## YOUR ASSIGNMENT
Where an entry contains a picture, omit the picture and repeat the rest exactly.

*** Opening DATASET ***

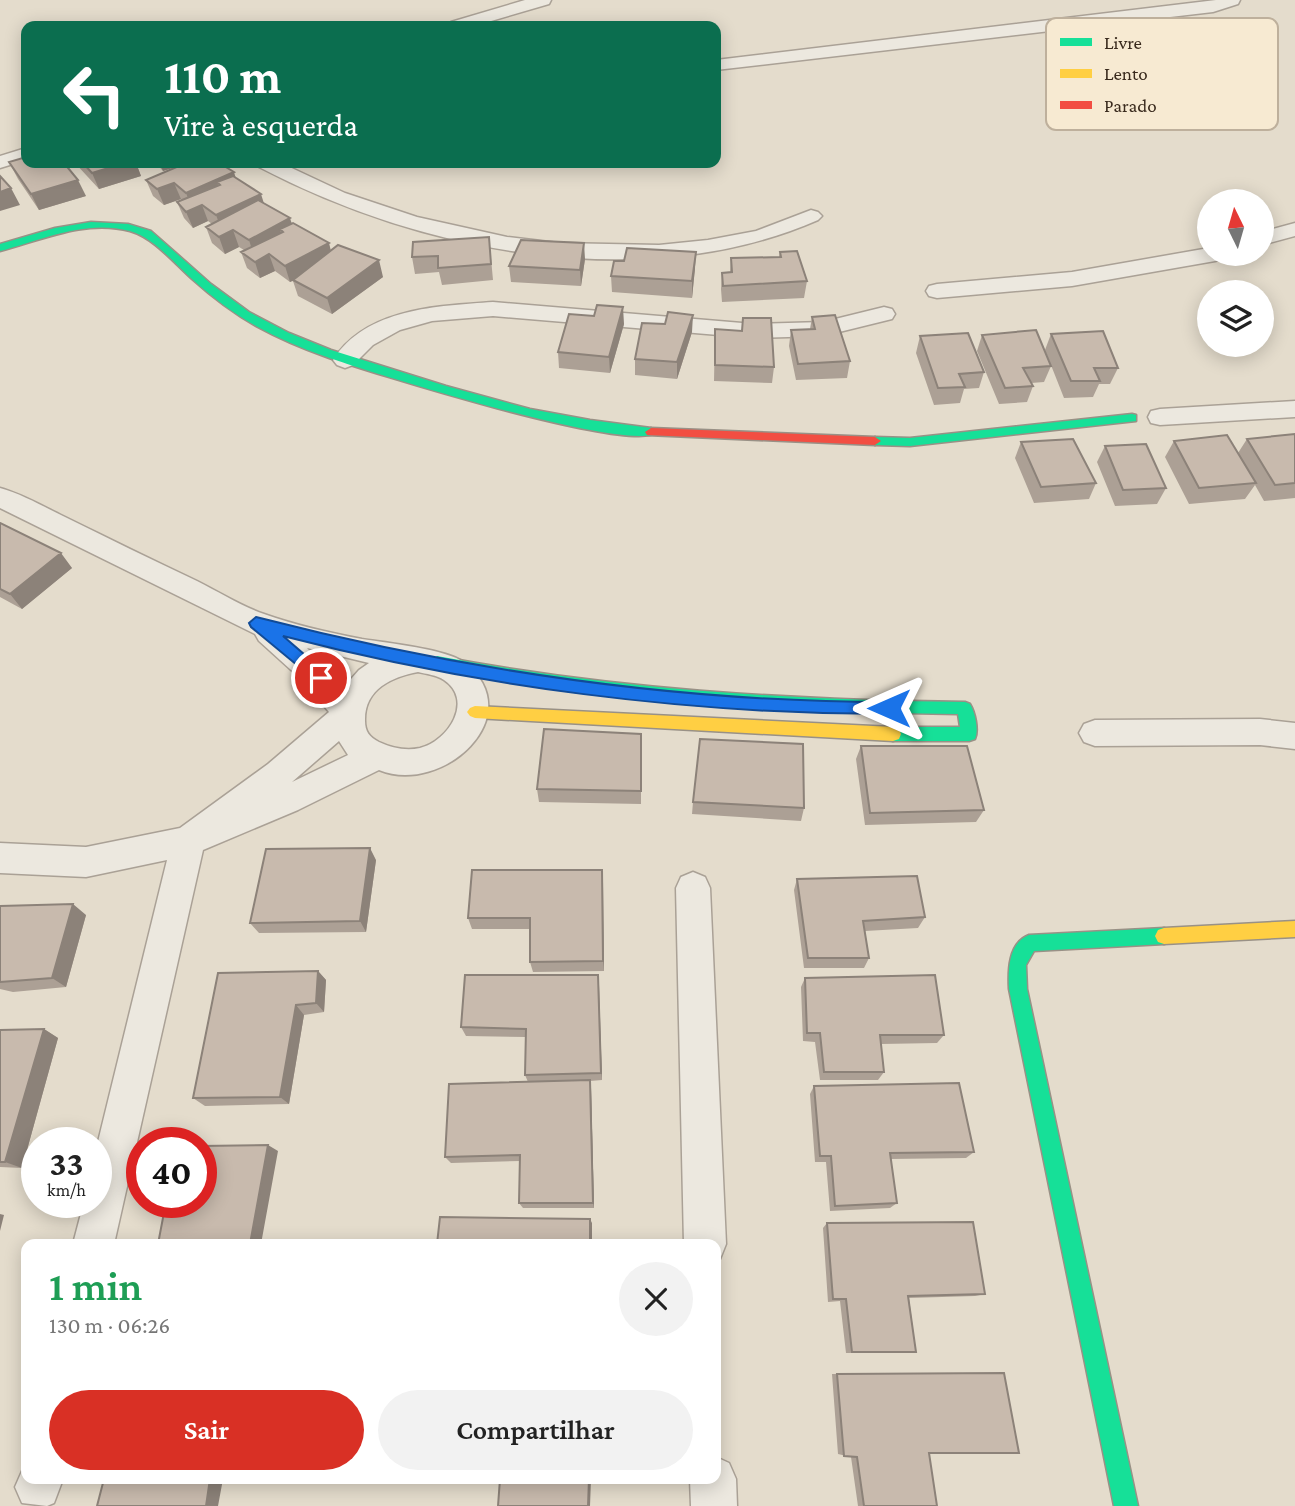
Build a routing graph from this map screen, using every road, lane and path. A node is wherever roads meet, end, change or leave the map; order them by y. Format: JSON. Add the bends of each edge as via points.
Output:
{"nodes":[{"id":1,"x":471,"y":0,"type":"edge"},
{"id":2,"x":542,"y":0,"type":"edge"},
{"id":3,"x":1232,"y":0,"type":"edge"},
{"id":4,"x":493,"y":15,"type":"junction"},
{"id":5,"x":1129,"y":18,"type":"edge"},
{"id":6,"x":475,"y":21,"type":"edge"},
{"id":7,"x":1046,"y":28,"type":"edge"},
{"id":8,"x":721,"y":64,"type":"edge"},
{"id":9,"x":21,"y":156,"type":"edge"},
{"id":10,"x":0,"y":162,"type":"edge"},
{"id":11,"x":276,"y":168,"type":"edge"},
{"id":12,"x":811,"y":216,"type":"dead end"},
{"id":13,"x":1295,"y":229,"type":"edge"},
{"id":14,"x":1274,"y":235,"type":"edge"},
{"id":15,"x":0,"y":248,"type":"edge"},
{"id":16,"x":1197,"y":257,"type":"edge"},
{"id":17,"x":937,"y":291,"type":"dead end"},
{"id":18,"x":884,"y":314,"type":"dead end"},
{"id":19,"x":345,"y":360,"type":"junction"},
{"id":20,"x":1295,"y":409,"type":"edge"},
{"id":21,"x":1160,"y":417,"type":"dead end"},
{"id":22,"x":1132,"y":418,"type":"dead end"},
{"id":23,"x":0,"y":497,"type":"edge"},
{"id":24,"x":256,"y":623,"type":"junction"},
{"id":25,"x":428,"y":661,"type":"junction"},
{"id":26,"x":475,"y":712,"type":"junction"},
{"id":27,"x":348,"y":714,"type":"junction"},
{"id":28,"x":1095,"y":733,"type":"dead end"},
{"id":29,"x":1295,"y":736,"type":"edge"},
{"id":30,"x":375,"y":757,"type":"junction"},
{"id":31,"x":188,"y":841,"type":"junction"},
{"id":32,"x":0,"y":858,"type":"edge"},
{"id":33,"x":692,"y":888,"type":"dead end"},
{"id":34,"x":1295,"y":929,"type":"edge"},
{"id":35,"x":95,"y":1239,"type":"edge"},
{"id":36,"x":705,"y":1239,"type":"edge"},
{"id":37,"x":713,"y":1484,"type":"edge"},
{"id":38,"x":714,"y":1506,"type":"edge"},
{"id":39,"x":1126,"y":1506,"type":"edge"}],
"edges":[{"from":1,"to":4,"type":"street"},
{"from":2,"to":4,"type":"street"},
{"from":3,"to":5,"type":"street","via":[[1213,7]]},
{"from":4,"to":6,"type":"street"},
{"from":7,"to":8,"type":"street"},
{"from":9,"to":10,"type":"street"},
{"from":11,"to":12,"type":"street","via":[[360,206],[416,224],[548,248],[687,248],[758,237]]},
{"from":13,"to":14,"type":"street"},
{"from":15,"to":19,"type":"street","via":[[72,226],[129,226],[161,243],[244,314]]},
{"from":16,"to":17,"type":"street","via":[[1072,279]]},
{"from":18,"to":19,"type":"street","via":[[823,329],[754,331],[493,309],[431,314],[392,325],[365,340]]},
{"from":19,"to":22,"type":"street","via":[[554,418],[692,435],[910,442]]},
{"from":20,"to":21,"type":"street"},
{"from":23,"to":24,"type":"street"},
{"from":24,"to":25,"type":"street","via":[[359,650]]},
{"from":24,"to":27,"type":"street","via":[[302,659]]},
{"from":25,"to":26,"type":"street","via":[[454,669],[467,680]]},
{"from":25,"to":26,"type":"street","via":[[489,674],[660,696],[813,708],[965,708],[969,734]]},
{"from":25,"to":27,"type":"street","via":[[398,662],[379,670],[353,697]]},
{"from":26,"to":30,"type":"street","via":[[469,729],[438,756],[395,763]]},
{"from":27,"to":30,"type":"street","via":[[349,731],[359,747]]},
{"from":27,"to":31,"type":"street","via":[[279,774]]},
{"from":28,"to":29,"type":"street"},
{"from":30,"to":31,"type":"street"},
{"from":31,"to":32,"type":"street","via":[[86,862]]},
{"from":31,"to":35,"type":"street"},
{"from":33,"to":36,"type":"street"},
{"from":34,"to":39,"type":"street","via":[[1029,943],[1017,964],[1018,989]]},
{"from":37,"to":38,"type":"street"}]}
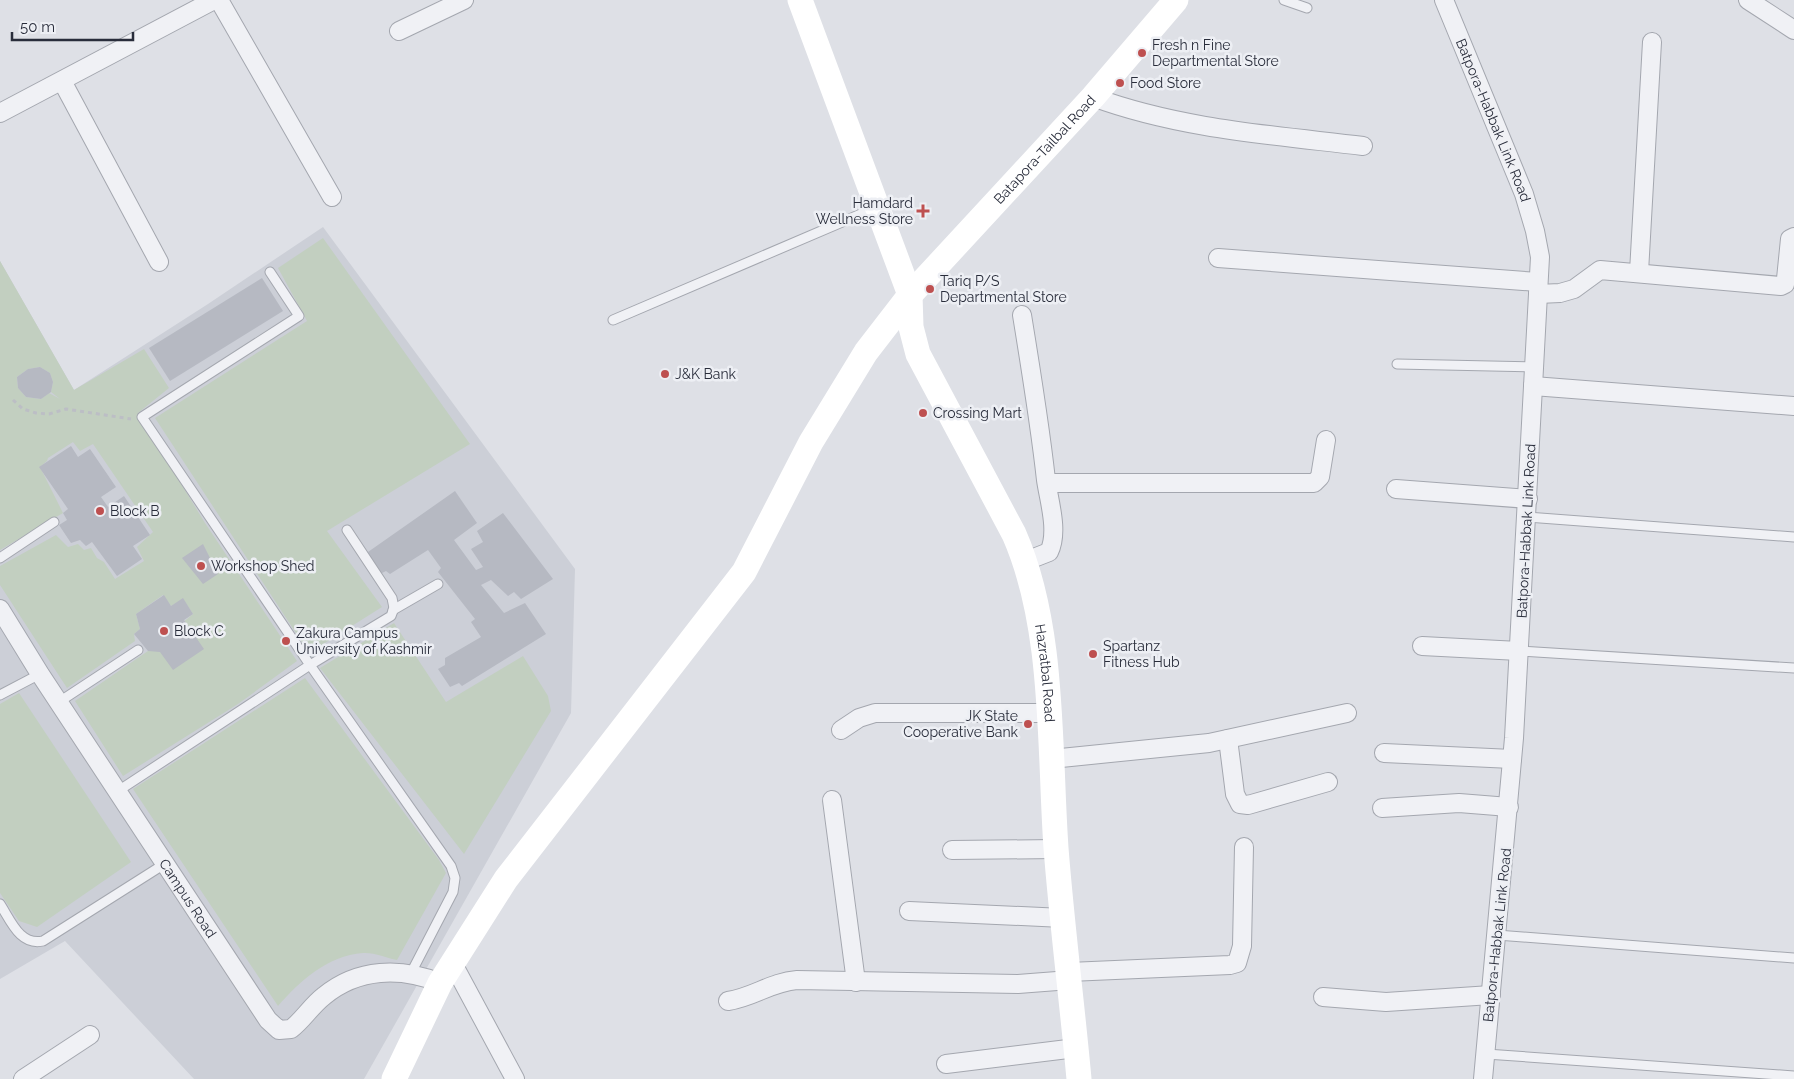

*** Closing DATASET ***

## TASK RESPONSE
Build a routing graph from this map screen, using every road, lane and path. A node is wherever roads meet, end, change or leave the map; order them by y. Format: JSON. Add the bends of each edge as via points.
Output:
{"nodes":[{"id":1,"x":471,"y":0,"type":"edge"},
{"id":2,"x":542,"y":0,"type":"edge"},
{"id":3,"x":1232,"y":0,"type":"edge"},
{"id":4,"x":493,"y":15,"type":"junction"},
{"id":5,"x":1129,"y":18,"type":"edge"},
{"id":6,"x":475,"y":21,"type":"edge"},
{"id":7,"x":1046,"y":28,"type":"edge"},
{"id":8,"x":721,"y":64,"type":"edge"},
{"id":9,"x":21,"y":156,"type":"edge"},
{"id":10,"x":0,"y":162,"type":"edge"},
{"id":11,"x":276,"y":168,"type":"edge"},
{"id":12,"x":811,"y":216,"type":"dead end"},
{"id":13,"x":1295,"y":229,"type":"edge"},
{"id":14,"x":1274,"y":235,"type":"edge"},
{"id":15,"x":0,"y":248,"type":"edge"},
{"id":16,"x":1197,"y":257,"type":"edge"},
{"id":17,"x":937,"y":291,"type":"dead end"},
{"id":18,"x":884,"y":314,"type":"dead end"},
{"id":19,"x":345,"y":360,"type":"junction"},
{"id":20,"x":1295,"y":409,"type":"edge"},
{"id":21,"x":1160,"y":417,"type":"dead end"},
{"id":22,"x":1132,"y":418,"type":"dead end"},
{"id":23,"x":0,"y":497,"type":"edge"},
{"id":24,"x":256,"y":623,"type":"junction"},
{"id":25,"x":428,"y":661,"type":"junction"},
{"id":26,"x":475,"y":712,"type":"junction"},
{"id":27,"x":348,"y":714,"type":"junction"},
{"id":28,"x":1095,"y":733,"type":"dead end"},
{"id":29,"x":1295,"y":736,"type":"edge"},
{"id":30,"x":375,"y":757,"type":"junction"},
{"id":31,"x":188,"y":841,"type":"junction"},
{"id":32,"x":0,"y":858,"type":"edge"},
{"id":33,"x":692,"y":888,"type":"dead end"},
{"id":34,"x":1295,"y":929,"type":"edge"},
{"id":35,"x":95,"y":1239,"type":"edge"},
{"id":36,"x":705,"y":1239,"type":"edge"},
{"id":37,"x":713,"y":1484,"type":"edge"},
{"id":38,"x":714,"y":1506,"type":"edge"},
{"id":39,"x":1126,"y":1506,"type":"edge"}],
"edges":[{"from":1,"to":4,"type":"street"},
{"from":2,"to":4,"type":"street"},
{"from":3,"to":5,"type":"street","via":[[1213,7]]},
{"from":4,"to":6,"type":"street"},
{"from":7,"to":8,"type":"street"},
{"from":9,"to":10,"type":"street"},
{"from":11,"to":12,"type":"street","via":[[360,206],[416,224],[548,248],[687,248],[758,237]]},
{"from":13,"to":14,"type":"street"},
{"from":15,"to":19,"type":"street","via":[[72,226],[129,226],[161,243],[244,314]]},
{"from":16,"to":17,"type":"street","via":[[1072,279]]},
{"from":18,"to":19,"type":"street","via":[[823,329],[754,331],[493,309],[431,314],[392,325],[365,340]]},
{"from":19,"to":22,"type":"street","via":[[554,418],[692,435],[910,442]]},
{"from":20,"to":21,"type":"street"},
{"from":23,"to":24,"type":"street"},
{"from":24,"to":25,"type":"street","via":[[359,650]]},
{"from":24,"to":27,"type":"street","via":[[302,659]]},
{"from":25,"to":26,"type":"street","via":[[454,669],[467,680]]},
{"from":25,"to":26,"type":"street","via":[[489,674],[660,696],[813,708],[965,708],[969,734]]},
{"from":25,"to":27,"type":"street","via":[[398,662],[379,670],[353,697]]},
{"from":26,"to":30,"type":"street","via":[[469,729],[438,756],[395,763]]},
{"from":27,"to":30,"type":"street","via":[[349,731],[359,747]]},
{"from":27,"to":31,"type":"street","via":[[279,774]]},
{"from":28,"to":29,"type":"street"},
{"from":30,"to":31,"type":"street"},
{"from":31,"to":32,"type":"street","via":[[86,862]]},
{"from":31,"to":35,"type":"street"},
{"from":33,"to":36,"type":"street"},
{"from":34,"to":39,"type":"street","via":[[1029,943],[1017,964],[1018,989]]},
{"from":37,"to":38,"type":"street"}]}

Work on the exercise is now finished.